Copy every line of the following data that includes the string "main".

┄┄┄┄┄┄

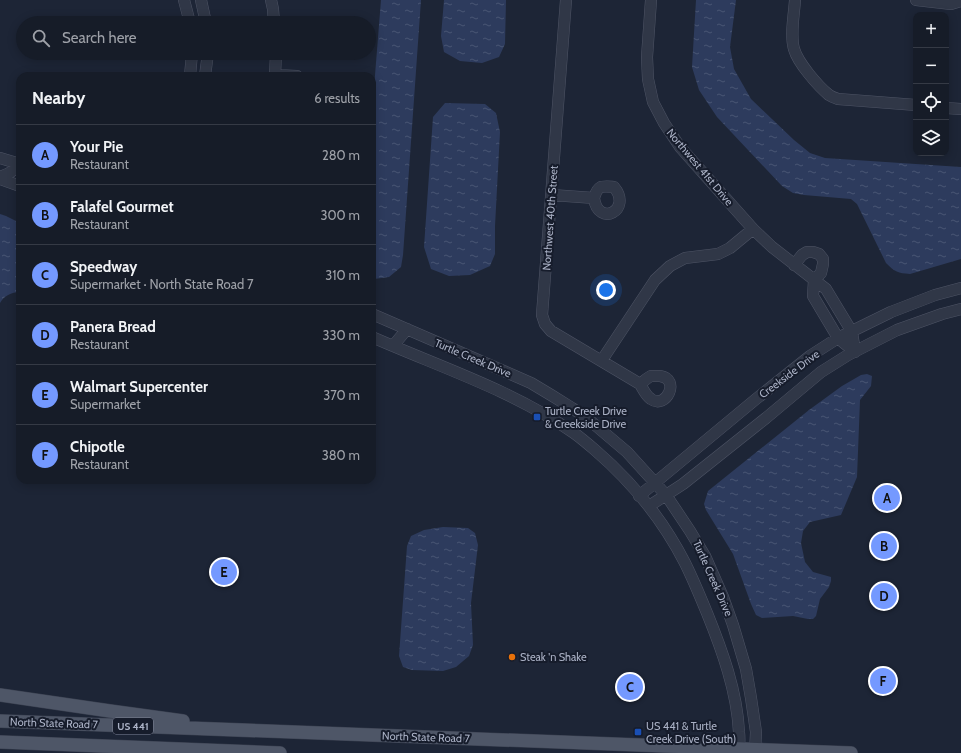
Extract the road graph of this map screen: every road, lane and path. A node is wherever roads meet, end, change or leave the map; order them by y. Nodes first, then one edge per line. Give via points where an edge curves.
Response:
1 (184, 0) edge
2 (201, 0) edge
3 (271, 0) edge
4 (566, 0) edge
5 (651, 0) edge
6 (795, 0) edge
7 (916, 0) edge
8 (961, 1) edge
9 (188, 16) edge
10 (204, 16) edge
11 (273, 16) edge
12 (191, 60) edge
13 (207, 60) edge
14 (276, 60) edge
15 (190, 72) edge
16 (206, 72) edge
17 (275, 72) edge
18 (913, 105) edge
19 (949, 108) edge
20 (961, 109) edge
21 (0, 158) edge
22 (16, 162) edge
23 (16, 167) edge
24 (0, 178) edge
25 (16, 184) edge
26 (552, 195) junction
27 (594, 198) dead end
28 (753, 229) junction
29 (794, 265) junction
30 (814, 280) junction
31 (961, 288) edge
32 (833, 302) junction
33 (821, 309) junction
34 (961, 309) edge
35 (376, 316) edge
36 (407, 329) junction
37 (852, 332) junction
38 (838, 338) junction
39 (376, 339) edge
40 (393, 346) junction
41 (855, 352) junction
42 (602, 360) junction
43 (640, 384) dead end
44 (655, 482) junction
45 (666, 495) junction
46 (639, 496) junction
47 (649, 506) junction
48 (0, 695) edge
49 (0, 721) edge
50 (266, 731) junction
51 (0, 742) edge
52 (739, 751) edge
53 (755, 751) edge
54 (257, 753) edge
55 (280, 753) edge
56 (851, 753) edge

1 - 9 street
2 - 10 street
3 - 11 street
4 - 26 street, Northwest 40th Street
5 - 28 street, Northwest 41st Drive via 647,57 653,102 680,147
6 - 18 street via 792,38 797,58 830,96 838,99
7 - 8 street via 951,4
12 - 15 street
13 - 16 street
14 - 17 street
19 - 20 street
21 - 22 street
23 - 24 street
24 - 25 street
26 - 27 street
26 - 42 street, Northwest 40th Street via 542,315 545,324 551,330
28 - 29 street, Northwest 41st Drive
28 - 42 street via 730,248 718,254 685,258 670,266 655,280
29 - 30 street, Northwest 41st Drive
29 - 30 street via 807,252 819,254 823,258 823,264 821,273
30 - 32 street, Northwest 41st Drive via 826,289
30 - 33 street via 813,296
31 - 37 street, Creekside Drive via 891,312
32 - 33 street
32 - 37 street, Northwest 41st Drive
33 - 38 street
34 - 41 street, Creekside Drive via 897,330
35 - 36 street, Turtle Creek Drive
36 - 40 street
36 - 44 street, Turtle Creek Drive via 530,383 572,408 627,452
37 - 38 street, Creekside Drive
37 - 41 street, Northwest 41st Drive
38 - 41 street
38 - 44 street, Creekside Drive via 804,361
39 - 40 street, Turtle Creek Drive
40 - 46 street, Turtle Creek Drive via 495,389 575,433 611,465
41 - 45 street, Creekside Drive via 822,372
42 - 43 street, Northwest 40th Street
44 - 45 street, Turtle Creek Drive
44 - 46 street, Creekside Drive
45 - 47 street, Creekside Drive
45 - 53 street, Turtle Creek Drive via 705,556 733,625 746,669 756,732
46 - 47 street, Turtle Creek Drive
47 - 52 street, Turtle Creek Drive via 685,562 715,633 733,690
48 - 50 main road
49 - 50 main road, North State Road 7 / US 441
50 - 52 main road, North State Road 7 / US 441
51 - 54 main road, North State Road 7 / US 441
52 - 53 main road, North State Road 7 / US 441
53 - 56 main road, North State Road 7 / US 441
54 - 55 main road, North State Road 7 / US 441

┄┄┄┄┄┄

## SOLUTION FOR THIS TASK
48 - 50 main road
49 - 50 main road, North State Road 7 / US 441
50 - 52 main road, North State Road 7 / US 441
51 - 54 main road, North State Road 7 / US 441
52 - 53 main road, North State Road 7 / US 441
53 - 56 main road, North State Road 7 / US 441
54 - 55 main road, North State Road 7 / US 441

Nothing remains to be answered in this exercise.